Jambi (8/12) – Pengurus Provinsi (Pengprov) PERSINAS ASAD Jambi menorehkan catatan sukses dengan menyelenggarakan Latihan Bersama secara hybrid yang diikuti ribuan anggotanya, Senin (8/12) malam. Acara kolosal yang dipusatkan di Gedung Tri Sukses Boarding School, Jambi Selatan, ini berhasil memadukan latihan fisik bela diri dengan pembinaan mental spiritual, menciptakan sebuah format pembinaan anggota yang komprehensif dan modern.
Kegiatan yang digelar secara hybrid ini memungkinkan partisipasi massal. Pengurus harian, ketua lembaga, dan para ketua bidang memimpin langsung dari studio utama di lokasi pusat. Sementara itu, gelombang antusiasme datang dari ribuan anggota lainnya yang dengan tertib mengikuti setiap sesi dari studio mini di padepokan masing-masing, yang tersebar di seluruh penjuru Provinsi Jambi. Suasana kebersamaan dan disiplin terpancar jelas meski terhubung secara virtual.
Dalam sambutan pembukanya, Ketua Pengprov PERSINAS ASAD Jambi, H. Wahyudi, SE., menyampaikan apresiasi atas semangat seluruh anggota. Beliau menegaskan bahwa event besar ini adalah bentuk komitmen pengurus dalam menjaga konsistensi dan meningkatkan kualitas latihan. “Keberhasilan penyelenggaraan malam ini membuktikan kesungguhan kita bersama. Latihan ini adalah perintah Guru Besar yang kita junjung tinggi. Namun, di tangan Pengprov Jambi, ia kita transformasi tidak hanya sebagai pengulangan jurus, tetapi sebagai sebuah sistem pembinaan yang membangun disiplin, ketahanan fisik, dan persaudaraan yang luas,” ujar H. Wahyudi dengan penuh keyakinan.
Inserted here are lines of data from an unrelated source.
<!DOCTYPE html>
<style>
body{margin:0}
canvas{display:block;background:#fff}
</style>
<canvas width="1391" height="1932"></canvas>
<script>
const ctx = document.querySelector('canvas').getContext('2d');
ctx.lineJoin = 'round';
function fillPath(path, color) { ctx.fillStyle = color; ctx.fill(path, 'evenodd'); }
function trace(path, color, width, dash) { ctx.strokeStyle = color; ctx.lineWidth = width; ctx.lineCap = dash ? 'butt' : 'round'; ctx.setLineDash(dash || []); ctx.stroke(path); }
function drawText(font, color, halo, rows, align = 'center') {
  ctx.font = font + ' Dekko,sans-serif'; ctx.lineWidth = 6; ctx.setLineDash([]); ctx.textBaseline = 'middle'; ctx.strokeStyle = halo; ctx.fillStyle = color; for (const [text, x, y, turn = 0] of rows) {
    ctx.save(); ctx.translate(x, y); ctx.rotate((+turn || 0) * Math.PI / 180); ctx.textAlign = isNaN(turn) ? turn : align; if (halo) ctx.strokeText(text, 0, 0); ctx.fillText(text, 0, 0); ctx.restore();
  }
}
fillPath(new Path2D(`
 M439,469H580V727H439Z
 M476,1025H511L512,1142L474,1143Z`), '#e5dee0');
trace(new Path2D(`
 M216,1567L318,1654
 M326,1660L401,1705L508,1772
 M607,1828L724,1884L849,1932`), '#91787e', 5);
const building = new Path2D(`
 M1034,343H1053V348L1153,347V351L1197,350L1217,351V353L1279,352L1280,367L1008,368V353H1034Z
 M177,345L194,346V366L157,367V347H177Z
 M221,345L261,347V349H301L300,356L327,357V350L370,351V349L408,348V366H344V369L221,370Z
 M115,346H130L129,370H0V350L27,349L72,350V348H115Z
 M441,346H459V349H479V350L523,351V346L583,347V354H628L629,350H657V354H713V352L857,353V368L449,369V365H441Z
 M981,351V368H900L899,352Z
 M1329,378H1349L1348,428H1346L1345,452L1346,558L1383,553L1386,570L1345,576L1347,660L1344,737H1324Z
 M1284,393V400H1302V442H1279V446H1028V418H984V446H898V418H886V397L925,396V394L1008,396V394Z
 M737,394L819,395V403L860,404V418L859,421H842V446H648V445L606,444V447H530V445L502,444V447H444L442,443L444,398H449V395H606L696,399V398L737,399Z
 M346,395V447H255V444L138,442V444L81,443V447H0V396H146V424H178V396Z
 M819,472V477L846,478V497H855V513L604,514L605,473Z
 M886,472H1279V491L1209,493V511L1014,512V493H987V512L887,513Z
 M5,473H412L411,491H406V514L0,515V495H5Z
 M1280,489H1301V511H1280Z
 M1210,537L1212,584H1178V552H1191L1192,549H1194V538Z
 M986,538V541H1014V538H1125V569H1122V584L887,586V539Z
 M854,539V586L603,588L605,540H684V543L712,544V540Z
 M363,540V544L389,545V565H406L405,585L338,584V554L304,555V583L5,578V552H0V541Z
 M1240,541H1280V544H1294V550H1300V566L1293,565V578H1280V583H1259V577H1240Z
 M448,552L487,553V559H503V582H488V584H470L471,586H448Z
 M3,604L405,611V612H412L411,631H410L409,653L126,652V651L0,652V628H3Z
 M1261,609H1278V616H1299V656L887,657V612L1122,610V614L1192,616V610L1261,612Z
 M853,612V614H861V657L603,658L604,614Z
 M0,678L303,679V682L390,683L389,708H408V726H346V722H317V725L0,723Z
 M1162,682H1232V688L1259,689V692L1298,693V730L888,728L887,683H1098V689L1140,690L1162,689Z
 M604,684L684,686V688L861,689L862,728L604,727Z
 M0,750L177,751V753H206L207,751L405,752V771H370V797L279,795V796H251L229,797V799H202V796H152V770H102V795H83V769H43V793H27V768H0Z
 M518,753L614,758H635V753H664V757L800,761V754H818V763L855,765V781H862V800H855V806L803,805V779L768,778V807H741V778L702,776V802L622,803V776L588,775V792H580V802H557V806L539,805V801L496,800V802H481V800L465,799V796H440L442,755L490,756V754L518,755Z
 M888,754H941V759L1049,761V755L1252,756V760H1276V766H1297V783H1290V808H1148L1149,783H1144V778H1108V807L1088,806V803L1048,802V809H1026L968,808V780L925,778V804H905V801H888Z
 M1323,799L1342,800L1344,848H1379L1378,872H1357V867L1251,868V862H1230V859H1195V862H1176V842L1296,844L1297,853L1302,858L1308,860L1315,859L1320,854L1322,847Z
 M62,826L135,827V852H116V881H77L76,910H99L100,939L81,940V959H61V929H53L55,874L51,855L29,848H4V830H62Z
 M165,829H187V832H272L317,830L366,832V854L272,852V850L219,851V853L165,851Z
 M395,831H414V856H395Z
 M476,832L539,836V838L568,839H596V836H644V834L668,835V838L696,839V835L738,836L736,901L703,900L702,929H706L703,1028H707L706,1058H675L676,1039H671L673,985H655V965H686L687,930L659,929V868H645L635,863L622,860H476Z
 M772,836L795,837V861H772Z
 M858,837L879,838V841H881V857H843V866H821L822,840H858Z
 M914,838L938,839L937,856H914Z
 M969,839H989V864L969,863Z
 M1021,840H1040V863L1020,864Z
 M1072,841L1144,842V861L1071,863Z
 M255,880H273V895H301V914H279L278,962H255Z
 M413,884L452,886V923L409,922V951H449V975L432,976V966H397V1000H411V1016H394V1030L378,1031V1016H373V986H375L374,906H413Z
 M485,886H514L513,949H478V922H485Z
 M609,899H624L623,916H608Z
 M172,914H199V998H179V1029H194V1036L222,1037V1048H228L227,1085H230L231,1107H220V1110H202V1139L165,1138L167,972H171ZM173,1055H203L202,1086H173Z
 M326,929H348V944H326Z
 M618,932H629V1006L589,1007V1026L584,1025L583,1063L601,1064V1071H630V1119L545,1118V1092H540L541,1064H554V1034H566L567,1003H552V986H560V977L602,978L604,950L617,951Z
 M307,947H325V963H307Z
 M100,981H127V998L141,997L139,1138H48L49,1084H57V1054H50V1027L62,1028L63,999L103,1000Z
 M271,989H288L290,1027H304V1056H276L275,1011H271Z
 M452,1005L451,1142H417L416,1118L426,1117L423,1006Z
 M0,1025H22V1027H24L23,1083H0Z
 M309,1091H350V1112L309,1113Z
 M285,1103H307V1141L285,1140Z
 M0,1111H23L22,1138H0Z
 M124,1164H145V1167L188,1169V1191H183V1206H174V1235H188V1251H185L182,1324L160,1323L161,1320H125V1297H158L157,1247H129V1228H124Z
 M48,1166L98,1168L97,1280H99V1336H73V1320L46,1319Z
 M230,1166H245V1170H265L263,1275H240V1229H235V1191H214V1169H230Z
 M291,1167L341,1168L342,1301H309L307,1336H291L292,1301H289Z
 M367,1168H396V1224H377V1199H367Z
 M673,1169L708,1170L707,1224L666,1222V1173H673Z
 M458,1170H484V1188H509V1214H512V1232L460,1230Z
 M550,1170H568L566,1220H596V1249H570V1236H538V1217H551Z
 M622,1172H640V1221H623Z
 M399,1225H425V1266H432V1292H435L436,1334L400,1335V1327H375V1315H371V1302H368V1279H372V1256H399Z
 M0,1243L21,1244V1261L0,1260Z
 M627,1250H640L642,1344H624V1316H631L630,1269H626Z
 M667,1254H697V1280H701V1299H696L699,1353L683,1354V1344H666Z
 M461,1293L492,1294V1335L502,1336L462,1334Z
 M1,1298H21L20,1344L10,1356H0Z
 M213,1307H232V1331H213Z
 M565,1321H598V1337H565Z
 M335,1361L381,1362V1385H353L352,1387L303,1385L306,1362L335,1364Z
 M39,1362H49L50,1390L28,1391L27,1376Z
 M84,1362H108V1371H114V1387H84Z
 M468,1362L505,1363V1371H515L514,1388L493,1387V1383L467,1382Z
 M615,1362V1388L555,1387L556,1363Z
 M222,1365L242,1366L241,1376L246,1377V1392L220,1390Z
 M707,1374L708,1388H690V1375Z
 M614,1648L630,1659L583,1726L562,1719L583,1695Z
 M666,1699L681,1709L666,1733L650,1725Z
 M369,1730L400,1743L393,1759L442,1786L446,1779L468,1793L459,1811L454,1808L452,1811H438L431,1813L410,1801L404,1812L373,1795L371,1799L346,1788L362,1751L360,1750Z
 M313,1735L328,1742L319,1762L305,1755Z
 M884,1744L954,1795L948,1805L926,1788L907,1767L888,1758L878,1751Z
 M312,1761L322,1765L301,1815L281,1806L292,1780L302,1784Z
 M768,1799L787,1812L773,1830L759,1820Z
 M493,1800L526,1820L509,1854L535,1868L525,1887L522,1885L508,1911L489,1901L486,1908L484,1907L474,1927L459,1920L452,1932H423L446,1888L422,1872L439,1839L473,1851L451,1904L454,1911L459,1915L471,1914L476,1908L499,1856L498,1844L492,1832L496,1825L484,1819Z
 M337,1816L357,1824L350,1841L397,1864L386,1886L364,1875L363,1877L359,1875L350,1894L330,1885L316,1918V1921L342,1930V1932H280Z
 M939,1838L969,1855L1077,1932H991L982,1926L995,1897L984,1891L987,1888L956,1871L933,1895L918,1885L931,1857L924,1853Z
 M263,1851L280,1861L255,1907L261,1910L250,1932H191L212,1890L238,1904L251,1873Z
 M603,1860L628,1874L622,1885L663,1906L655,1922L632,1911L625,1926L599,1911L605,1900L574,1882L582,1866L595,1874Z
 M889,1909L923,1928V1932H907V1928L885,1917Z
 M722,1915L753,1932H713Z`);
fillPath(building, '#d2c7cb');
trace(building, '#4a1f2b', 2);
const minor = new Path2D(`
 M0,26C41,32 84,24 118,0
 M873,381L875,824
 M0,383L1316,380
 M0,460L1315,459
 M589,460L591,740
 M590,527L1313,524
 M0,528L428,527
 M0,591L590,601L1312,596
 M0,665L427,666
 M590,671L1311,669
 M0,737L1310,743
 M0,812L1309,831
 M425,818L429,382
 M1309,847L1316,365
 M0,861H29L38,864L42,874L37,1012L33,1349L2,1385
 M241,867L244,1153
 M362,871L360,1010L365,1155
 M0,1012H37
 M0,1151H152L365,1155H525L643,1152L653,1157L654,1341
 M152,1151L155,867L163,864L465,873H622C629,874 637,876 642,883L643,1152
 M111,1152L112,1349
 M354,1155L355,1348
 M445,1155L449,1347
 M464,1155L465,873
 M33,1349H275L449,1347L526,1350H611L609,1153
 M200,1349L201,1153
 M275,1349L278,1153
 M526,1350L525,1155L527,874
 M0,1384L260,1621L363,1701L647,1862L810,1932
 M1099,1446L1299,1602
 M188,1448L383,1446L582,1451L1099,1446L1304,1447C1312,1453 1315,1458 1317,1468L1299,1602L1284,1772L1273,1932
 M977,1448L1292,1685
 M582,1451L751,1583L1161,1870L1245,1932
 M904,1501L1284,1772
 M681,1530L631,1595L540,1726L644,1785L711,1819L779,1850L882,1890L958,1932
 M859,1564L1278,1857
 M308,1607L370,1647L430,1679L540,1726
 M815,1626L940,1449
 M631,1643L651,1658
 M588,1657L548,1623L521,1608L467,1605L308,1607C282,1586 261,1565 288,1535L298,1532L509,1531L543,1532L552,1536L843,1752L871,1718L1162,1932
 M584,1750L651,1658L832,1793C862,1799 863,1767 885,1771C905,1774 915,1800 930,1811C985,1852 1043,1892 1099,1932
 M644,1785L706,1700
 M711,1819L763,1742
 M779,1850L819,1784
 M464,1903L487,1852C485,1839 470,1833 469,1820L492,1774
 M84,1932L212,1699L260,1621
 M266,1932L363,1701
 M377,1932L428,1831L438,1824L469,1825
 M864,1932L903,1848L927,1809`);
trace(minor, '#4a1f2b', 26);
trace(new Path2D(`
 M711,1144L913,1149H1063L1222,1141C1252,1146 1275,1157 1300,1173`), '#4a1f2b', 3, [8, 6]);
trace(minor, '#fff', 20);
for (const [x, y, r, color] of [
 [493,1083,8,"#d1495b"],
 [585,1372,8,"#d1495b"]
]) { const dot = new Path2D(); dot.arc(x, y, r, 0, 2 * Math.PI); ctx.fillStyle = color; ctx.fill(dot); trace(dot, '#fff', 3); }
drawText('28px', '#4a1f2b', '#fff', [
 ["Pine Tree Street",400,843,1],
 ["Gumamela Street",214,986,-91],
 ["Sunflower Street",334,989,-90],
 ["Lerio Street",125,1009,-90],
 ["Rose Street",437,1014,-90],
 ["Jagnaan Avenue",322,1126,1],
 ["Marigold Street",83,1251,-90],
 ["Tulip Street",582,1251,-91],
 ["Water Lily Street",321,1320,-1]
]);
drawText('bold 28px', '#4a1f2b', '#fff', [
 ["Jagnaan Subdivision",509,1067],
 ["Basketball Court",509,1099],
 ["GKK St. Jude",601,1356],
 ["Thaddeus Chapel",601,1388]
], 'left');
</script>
Pemantapan semangat juga disampaikan secara virtual oleh Dewan Pembina Daerah PERSINAS ASAD Jambi, KH. Ngadiman, yang turut bergabung dari padepokan Bahar Utara, Muaro Jambi. “Apa yang diselenggarakan Pengprov malam ini adalah ikhtiar mulia. Mari kita dukung penuh dengan niat yang lurus. Kita berlatih bukan untuk kesombongan, tapi untuk kesehatan dan sebagai bentuk ibadah. Setiap keringat dalam latihan bersama ini, jika diniatkan benar, adalah ibadah,” pesan Kyai Ngadiman yang disambut khidmat oleh peserta di semua lokasi.
Puncak acara adalah sesi pembinaan mental spiritual yang diberikan langsung oleh Dewan Penasihat DPW LDII Provinsi Jambi, KH Nur Hamid Hadi, S.Pd. Kehadiran beliau merupakan implementasi nyata dari Memorandum of Understanding (MoU) antara DPP LDII dengan PB PERSINAS ASAD, yang memungkinkan sinergi mendalam antara penguatan fisik dan ketenangan batin.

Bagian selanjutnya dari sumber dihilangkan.